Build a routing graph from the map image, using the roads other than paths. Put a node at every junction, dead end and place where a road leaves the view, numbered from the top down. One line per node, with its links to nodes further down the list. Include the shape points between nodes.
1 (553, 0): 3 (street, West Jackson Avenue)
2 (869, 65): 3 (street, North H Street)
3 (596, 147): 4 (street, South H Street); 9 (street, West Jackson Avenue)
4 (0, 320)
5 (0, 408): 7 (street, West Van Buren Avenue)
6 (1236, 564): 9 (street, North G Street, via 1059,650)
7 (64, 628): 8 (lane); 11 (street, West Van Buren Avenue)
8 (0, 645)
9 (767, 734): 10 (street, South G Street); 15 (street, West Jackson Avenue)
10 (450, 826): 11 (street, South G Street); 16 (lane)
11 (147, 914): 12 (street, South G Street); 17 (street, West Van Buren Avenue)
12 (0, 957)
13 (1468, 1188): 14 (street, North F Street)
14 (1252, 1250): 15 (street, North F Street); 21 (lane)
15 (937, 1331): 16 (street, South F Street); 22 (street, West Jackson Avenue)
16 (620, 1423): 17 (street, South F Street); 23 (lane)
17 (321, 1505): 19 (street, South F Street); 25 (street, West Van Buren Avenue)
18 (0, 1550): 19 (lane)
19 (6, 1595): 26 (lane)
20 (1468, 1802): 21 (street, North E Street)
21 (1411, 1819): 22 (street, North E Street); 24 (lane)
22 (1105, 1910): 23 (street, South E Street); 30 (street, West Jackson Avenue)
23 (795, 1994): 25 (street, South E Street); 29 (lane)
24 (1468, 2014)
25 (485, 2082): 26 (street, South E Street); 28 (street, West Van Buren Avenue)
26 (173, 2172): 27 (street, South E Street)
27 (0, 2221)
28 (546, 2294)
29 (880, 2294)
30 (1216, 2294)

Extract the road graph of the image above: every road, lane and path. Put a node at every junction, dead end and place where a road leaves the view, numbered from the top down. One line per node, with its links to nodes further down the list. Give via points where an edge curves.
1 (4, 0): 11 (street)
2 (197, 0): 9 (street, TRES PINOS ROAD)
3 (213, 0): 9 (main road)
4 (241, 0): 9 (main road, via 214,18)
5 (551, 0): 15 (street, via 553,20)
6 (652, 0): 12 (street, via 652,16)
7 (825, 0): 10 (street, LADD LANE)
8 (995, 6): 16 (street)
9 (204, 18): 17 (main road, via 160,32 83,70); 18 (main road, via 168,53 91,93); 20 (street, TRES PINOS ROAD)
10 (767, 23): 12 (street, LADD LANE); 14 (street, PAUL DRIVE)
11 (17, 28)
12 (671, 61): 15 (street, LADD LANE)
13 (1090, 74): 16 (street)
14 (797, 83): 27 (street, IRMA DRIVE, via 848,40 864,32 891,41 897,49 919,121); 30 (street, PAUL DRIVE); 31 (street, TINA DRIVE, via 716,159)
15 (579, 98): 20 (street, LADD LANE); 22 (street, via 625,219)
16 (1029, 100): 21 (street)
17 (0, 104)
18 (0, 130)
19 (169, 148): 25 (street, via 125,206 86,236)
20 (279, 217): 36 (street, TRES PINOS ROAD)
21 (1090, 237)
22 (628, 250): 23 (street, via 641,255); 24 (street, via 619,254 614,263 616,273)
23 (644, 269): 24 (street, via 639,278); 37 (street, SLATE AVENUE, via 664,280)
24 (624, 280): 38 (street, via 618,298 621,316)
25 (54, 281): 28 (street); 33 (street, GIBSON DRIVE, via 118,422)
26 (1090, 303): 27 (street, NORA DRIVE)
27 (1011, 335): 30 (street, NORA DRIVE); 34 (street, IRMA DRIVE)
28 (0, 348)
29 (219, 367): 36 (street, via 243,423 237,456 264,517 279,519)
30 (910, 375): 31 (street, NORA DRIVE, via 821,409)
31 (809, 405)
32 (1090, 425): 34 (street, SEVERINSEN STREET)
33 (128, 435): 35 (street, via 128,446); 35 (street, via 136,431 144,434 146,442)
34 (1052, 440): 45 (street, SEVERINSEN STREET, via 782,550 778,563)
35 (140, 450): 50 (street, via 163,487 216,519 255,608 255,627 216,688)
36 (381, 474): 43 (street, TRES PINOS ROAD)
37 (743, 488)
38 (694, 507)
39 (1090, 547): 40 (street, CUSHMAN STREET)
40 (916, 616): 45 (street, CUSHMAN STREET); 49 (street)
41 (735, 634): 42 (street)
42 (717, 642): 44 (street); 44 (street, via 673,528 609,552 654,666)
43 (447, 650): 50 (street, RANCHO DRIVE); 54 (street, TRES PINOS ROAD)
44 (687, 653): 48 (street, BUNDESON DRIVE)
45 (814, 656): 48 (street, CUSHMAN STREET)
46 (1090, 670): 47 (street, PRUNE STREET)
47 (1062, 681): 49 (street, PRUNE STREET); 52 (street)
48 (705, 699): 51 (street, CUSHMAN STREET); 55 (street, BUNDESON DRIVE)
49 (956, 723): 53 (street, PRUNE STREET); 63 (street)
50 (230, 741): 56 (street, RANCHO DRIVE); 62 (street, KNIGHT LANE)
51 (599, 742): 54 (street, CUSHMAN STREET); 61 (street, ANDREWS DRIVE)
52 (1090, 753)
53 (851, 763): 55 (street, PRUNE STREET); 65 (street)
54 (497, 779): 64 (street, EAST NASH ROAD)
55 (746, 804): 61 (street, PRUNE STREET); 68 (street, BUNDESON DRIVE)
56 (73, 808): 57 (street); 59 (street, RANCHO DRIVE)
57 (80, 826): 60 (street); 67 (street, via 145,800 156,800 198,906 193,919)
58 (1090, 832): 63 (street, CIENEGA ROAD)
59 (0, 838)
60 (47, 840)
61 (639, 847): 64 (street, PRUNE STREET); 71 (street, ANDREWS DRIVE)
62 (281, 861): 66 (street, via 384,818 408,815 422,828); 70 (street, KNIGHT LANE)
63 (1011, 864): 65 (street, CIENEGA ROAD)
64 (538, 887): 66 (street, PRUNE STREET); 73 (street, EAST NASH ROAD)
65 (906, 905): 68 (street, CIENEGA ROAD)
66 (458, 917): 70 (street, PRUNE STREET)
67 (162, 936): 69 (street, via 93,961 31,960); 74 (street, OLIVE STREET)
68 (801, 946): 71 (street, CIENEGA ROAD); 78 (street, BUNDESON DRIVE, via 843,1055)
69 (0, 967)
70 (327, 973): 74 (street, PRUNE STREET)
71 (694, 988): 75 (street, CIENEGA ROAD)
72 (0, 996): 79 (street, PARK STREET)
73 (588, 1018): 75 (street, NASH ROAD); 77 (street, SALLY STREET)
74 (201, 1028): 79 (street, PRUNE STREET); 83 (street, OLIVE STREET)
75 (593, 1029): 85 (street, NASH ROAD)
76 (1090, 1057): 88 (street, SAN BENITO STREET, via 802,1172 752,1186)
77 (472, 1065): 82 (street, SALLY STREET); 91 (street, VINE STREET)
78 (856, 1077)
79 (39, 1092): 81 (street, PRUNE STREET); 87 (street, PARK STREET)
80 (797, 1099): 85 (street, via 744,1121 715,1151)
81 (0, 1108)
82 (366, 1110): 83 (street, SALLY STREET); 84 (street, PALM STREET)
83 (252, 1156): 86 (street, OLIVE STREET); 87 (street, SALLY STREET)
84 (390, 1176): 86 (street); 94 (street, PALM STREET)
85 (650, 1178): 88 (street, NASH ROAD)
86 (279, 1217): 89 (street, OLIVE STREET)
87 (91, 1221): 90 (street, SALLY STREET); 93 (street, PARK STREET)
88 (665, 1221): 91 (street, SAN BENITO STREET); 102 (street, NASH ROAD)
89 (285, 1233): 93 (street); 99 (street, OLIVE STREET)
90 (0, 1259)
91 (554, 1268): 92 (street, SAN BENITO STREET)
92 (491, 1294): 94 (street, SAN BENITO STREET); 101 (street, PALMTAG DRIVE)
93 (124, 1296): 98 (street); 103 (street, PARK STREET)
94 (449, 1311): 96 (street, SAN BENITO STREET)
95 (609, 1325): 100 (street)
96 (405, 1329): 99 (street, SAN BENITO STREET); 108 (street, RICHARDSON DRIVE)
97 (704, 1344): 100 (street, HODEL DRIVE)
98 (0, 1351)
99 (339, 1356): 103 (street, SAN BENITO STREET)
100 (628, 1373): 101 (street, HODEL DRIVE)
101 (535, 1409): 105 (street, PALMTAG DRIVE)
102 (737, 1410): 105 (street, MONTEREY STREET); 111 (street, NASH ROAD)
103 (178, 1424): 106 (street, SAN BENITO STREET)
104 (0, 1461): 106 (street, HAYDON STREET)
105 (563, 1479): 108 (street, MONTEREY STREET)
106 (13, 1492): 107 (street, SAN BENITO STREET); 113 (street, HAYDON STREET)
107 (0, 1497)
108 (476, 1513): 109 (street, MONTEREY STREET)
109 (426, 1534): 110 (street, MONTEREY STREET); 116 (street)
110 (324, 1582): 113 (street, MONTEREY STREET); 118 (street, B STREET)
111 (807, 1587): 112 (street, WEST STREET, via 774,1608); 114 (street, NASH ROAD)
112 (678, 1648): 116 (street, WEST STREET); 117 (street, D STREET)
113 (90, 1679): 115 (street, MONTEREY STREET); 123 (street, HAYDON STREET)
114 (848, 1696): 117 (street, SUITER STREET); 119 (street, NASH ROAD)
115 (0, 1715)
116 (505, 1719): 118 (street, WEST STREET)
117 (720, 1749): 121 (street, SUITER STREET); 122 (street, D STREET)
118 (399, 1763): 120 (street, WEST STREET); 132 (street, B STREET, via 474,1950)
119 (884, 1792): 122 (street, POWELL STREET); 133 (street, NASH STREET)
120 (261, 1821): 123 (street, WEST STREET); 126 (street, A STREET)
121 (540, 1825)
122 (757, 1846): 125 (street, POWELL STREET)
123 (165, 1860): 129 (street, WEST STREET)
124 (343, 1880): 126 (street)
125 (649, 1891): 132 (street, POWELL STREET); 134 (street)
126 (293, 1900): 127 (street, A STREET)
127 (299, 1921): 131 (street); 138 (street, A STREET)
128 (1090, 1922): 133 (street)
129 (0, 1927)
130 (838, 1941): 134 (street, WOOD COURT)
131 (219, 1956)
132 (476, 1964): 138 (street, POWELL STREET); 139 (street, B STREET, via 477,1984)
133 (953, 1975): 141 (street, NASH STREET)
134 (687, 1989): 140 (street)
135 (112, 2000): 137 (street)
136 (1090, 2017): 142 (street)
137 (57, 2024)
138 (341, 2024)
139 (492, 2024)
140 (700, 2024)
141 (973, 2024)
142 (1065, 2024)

§ **PROBLEM**: All lines of the records containing "PARK" should be shown.

§ **SOLUTION BELOW**:
72 (0, 996): 79 (street, PARK STREET)
79 (39, 1092): 81 (street, PRUNE STREET); 87 (street, PARK STREET)
87 (91, 1221): 90 (street, SALLY STREET); 93 (street, PARK STREET)
93 (124, 1296): 98 (street); 103 (street, PARK STREET)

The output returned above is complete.